Each line of the material below is to be given again exactly.

"""

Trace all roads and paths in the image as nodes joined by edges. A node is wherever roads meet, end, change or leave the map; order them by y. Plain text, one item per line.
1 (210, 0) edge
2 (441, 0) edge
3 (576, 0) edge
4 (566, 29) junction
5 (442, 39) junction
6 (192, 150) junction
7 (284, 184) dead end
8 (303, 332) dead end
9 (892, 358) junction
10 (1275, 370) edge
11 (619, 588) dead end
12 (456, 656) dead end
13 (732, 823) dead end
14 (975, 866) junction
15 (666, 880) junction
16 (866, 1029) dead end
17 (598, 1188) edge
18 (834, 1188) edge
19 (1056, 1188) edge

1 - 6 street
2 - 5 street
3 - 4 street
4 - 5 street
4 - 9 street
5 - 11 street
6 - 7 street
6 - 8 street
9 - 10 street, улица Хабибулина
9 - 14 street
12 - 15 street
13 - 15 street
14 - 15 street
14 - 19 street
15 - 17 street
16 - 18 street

"""

▶ Reply to the task:
Trace all roads and paths in the image as nodes joined by edges. A node is wherever roads meet, end, change or leave the map; order them by y. Plain text, one item per line.
1 (210, 0) edge
2 (441, 0) edge
3 (576, 0) edge
4 (566, 29) junction
5 (442, 39) junction
6 (192, 150) junction
7 (284, 184) dead end
8 (303, 332) dead end
9 (892, 358) junction
10 (1275, 370) edge
11 (619, 588) dead end
12 (456, 656) dead end
13 (732, 823) dead end
14 (975, 866) junction
15 (666, 880) junction
16 (866, 1029) dead end
17 (598, 1188) edge
18 (834, 1188) edge
19 (1056, 1188) edge

1 - 6 street
2 - 5 street
3 - 4 street
4 - 5 street
4 - 9 street
5 - 11 street
6 - 7 street
6 - 8 street
9 - 10 street, улица Хабибулина
9 - 14 street
12 - 15 street
13 - 15 street
14 - 15 street
14 - 19 street
15 - 17 street
16 - 18 street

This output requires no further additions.